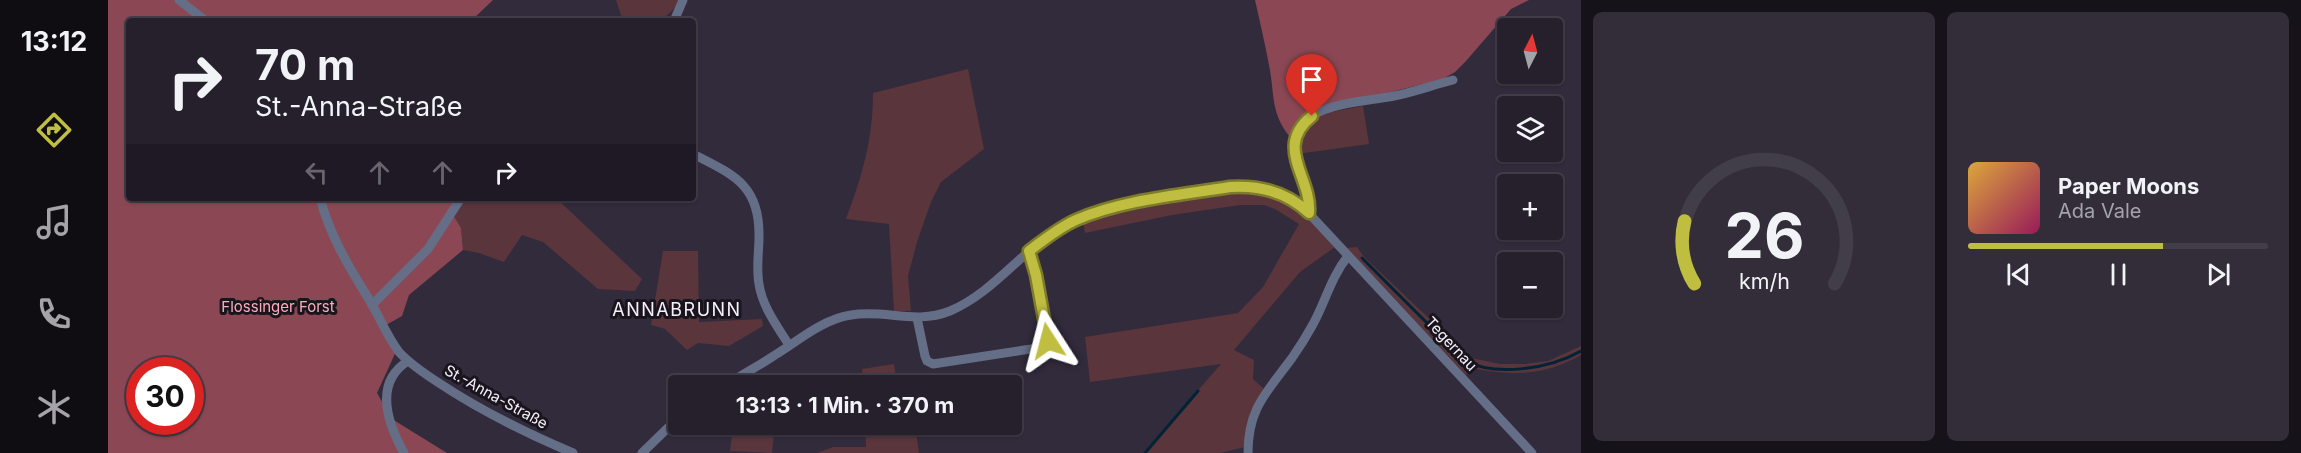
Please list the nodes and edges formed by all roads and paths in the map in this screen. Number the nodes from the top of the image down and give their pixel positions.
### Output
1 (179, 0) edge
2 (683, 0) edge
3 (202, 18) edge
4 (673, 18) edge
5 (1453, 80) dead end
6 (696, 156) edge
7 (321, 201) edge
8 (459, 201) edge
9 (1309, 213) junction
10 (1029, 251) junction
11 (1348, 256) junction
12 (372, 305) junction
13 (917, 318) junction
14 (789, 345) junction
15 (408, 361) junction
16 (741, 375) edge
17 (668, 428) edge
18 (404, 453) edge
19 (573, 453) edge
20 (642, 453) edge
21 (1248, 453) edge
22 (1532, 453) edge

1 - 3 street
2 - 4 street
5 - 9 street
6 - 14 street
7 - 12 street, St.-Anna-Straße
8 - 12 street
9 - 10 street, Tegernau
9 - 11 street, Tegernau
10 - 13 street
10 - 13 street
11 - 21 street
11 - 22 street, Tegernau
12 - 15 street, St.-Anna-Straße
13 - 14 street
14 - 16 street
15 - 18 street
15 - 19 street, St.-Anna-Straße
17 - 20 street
--
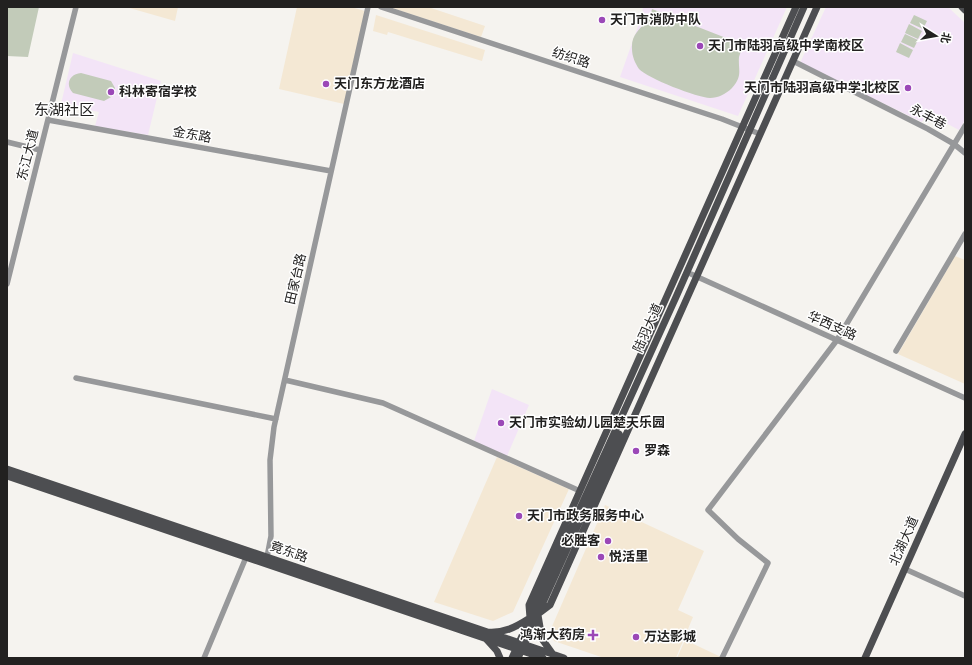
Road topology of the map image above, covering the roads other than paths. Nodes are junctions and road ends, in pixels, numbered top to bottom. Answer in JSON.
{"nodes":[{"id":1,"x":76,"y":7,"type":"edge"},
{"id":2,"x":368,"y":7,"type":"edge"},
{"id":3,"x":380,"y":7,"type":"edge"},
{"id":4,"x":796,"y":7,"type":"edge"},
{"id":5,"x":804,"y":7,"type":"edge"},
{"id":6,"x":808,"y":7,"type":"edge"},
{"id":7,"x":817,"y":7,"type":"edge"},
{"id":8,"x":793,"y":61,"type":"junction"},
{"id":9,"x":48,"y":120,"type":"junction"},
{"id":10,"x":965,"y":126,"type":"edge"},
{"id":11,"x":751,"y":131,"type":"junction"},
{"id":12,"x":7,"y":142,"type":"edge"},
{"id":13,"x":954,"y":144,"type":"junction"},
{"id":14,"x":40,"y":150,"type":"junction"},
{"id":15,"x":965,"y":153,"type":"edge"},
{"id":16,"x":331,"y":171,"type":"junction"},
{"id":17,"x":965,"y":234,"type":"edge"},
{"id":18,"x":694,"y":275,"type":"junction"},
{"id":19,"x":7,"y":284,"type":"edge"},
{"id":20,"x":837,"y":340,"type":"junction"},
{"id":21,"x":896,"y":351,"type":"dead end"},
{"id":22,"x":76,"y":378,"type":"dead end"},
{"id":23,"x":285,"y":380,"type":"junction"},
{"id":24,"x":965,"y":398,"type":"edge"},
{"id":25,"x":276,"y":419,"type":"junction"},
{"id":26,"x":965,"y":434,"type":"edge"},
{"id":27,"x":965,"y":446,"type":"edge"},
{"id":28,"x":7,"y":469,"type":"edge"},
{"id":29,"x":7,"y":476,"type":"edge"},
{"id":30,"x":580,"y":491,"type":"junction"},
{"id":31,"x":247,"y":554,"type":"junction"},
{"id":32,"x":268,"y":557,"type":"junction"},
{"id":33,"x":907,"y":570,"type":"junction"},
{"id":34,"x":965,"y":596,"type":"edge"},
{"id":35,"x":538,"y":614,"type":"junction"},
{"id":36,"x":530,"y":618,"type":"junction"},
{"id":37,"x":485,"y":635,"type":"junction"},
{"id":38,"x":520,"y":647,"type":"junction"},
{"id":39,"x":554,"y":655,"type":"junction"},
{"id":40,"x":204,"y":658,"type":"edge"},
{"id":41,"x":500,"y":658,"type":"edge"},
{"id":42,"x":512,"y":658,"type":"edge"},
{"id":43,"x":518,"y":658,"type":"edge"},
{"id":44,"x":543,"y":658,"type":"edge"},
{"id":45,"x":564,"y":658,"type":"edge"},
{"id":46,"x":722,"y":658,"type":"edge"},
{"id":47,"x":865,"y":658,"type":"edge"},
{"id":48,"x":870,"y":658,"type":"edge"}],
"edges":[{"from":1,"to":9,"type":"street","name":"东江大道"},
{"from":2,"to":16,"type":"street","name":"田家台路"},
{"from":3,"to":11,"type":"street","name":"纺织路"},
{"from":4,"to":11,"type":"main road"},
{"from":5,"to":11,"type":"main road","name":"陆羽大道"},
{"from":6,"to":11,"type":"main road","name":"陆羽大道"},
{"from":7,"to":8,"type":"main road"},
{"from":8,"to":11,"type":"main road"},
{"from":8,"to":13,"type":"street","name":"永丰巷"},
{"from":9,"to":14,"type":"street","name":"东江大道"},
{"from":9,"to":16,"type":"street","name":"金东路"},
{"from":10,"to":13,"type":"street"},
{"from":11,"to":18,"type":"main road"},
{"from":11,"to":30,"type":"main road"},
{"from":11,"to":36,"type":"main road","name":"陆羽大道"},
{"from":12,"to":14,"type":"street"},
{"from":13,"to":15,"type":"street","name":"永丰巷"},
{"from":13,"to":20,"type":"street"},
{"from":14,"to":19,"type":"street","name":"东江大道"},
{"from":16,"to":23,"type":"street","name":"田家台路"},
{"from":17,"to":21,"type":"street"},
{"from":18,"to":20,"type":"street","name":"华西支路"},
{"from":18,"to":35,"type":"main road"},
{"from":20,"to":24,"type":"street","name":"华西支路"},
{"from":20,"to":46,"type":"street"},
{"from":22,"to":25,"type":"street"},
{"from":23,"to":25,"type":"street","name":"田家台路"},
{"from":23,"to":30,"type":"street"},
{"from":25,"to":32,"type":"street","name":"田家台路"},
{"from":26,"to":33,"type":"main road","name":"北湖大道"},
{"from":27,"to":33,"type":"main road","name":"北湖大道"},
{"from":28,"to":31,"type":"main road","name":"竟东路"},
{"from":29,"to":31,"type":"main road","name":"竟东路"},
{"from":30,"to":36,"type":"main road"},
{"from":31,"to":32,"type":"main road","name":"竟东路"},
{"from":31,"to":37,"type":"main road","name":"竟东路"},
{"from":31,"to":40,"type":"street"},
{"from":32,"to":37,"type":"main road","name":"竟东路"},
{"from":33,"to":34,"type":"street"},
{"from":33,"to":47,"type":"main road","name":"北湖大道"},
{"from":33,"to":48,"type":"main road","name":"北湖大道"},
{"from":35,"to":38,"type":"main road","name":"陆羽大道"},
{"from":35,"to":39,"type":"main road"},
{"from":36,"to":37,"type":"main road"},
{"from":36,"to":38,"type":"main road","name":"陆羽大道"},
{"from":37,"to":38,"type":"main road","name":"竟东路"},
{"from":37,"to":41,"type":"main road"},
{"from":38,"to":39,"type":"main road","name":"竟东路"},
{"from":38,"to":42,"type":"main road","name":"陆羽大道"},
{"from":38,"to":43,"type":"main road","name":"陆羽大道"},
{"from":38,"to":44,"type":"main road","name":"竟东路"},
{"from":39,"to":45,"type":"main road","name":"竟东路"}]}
...
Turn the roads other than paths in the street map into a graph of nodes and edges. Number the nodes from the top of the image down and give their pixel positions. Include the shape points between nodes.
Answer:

WHAT YOU NEED TO DO >> How many lines in the data above hold the word "their"? Answer with the number alone.

SOLUTION TO THIS EXERCISE >> 2